If this started, it wasn’t going to end, and if I turned my head I could see Jeremy’s shoes. I hooked Mike’s ankle and bucked him off me.
He cracked a smile as he smacked into the grass. “Damn. You’re strong.”
“I know. That was mostly leverage, though.” I rolled off him and offered him a hand up. “I’m secretly a spy.”
Laughing and teasing, we trooped over to the pub, a hot mess of bodies and sweat that Finn looked relieved to not have to handle for once.
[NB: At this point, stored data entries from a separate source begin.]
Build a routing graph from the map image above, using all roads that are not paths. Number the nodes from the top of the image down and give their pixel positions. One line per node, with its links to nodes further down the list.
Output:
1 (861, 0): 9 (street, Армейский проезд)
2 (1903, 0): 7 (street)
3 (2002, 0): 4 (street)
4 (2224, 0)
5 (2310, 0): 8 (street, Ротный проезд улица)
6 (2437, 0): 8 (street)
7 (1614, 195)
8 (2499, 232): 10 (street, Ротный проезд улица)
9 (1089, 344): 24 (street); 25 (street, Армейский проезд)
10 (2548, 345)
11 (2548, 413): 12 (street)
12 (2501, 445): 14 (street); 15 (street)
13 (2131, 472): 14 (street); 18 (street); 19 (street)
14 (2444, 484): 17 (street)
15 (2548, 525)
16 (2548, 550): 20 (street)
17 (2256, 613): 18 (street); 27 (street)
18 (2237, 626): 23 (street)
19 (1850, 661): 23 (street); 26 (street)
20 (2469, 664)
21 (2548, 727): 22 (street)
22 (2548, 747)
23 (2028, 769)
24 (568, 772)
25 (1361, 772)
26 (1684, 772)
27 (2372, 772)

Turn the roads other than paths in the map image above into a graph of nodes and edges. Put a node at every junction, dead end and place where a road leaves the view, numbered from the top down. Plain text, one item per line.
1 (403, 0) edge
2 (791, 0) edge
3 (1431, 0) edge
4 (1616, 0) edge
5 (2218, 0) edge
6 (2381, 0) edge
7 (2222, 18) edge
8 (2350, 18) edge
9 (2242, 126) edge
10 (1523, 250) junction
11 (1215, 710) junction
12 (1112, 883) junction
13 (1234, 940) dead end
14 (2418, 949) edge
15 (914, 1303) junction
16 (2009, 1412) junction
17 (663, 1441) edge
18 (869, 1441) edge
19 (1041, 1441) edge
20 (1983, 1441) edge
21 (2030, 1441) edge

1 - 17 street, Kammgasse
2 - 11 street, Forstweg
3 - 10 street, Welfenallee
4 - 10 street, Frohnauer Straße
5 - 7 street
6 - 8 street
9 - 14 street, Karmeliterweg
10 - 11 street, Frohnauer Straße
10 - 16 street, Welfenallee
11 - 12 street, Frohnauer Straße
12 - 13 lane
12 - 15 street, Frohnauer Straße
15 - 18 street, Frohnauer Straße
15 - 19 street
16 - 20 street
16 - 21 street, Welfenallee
Anna promptly sat down in his line of vision and started chatting with the other teenagers she’d befriended.
It had been good to have a day of activity that wasn’t just digging through nothing. For the past five days, we’d labored intensely for zero results. We dug. We sifted. We opened new units. The frown lines deepened around Jeremy’s mouth. Grace and Duncan looked more and more dissatisfied. And I felt guilty.
But the crew seemed happy, and a game of soccer let everyone feel better. I’d always thought of archaeology as the classic work hard and party harder—after seven hours in the field, all anyone wanted to do was kick around a ball or drink loads of beer. We’d nominally played crew against locals, but really it had been everyone athletic against Mike, in a sure move to make him lose. It had put everyone in a very good mood, and now the pub rang with laughter.
I looked around the room and realized I recognized half the people, and it made a different part of my heart ache, like when you get a good book cry. I liked people tapping me on the shoulder or shouting across the room to me or a bench being so full thighs touched. I liked belonging.
Across the room Maggie sat down next to Kate, and the two women nodded stiffly. I watched as they engaged in conversation over two large mugs.
“What does your mom do?”
Mike surreptitiously moved his potatoes onto my plate. “She’s an engineer for semi-conductor chips.”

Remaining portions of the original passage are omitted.